Task objective:
Without changing a single character, copy every record below.

Recorded information:
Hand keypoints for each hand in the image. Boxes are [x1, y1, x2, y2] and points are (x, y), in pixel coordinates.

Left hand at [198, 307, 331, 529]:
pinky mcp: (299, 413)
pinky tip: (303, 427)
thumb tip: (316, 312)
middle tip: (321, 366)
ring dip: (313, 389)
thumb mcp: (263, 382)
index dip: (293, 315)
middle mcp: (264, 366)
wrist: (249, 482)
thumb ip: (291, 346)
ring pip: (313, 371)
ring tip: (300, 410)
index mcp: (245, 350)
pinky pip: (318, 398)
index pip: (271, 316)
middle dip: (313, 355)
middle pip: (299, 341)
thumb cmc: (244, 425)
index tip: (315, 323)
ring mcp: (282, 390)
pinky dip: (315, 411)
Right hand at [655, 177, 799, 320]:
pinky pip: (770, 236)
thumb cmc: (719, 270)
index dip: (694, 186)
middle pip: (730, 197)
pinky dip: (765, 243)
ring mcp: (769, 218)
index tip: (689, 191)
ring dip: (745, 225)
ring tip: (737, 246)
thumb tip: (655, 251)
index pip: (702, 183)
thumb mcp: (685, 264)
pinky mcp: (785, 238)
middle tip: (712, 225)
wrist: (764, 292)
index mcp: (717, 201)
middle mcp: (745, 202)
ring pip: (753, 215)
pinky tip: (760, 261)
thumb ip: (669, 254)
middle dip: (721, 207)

Output of the exercise:
Hand keypoints for each hand in the image. Boxes are [x1, y1, x2, y2] and points are (x, y), in pixel coordinates.

Left hand at [198, 307, 331, 529]:
pinky mcp: (299, 413)
pinky tip: (303, 427)
thumb tip: (316, 312)
middle tip: (321, 366)
ring dip: (313, 389)
thumb mcp: (263, 382)
index dip: (293, 315)
middle mcp: (264, 366)
wrist: (249, 482)
thumb ip: (291, 346)
ring pip: (313, 371)
ring tip: (300, 410)
index mcp: (245, 350)
pinky pip: (318, 398)
index pip: (271, 316)
middle dip: (313, 355)
middle pip: (299, 341)
thumb cmc: (244, 425)
index tip: (315, 323)
ring mcp: (282, 390)
pinky dip: (315, 411)
Right hand at [655, 177, 799, 320]:
pinky pip: (770, 236)
thumb cmc: (719, 270)
index dip: (694, 186)
middle pip: (730, 197)
pinky dip: (765, 243)
ring mcp: (769, 218)
index tip: (689, 191)
ring dip: (745, 225)
ring tip: (737, 246)
thumb tip: (655, 251)
index pip: (702, 183)
thumb mcp: (685, 264)
pinky mcp: (785, 238)
middle tip: (712, 225)
wrist: (764, 292)
index mcp: (717, 201)
middle mcp: (745, 202)
ring pip: (753, 215)
pinky tip: (760, 261)
thumb ip: (669, 254)
middle dip: (721, 207)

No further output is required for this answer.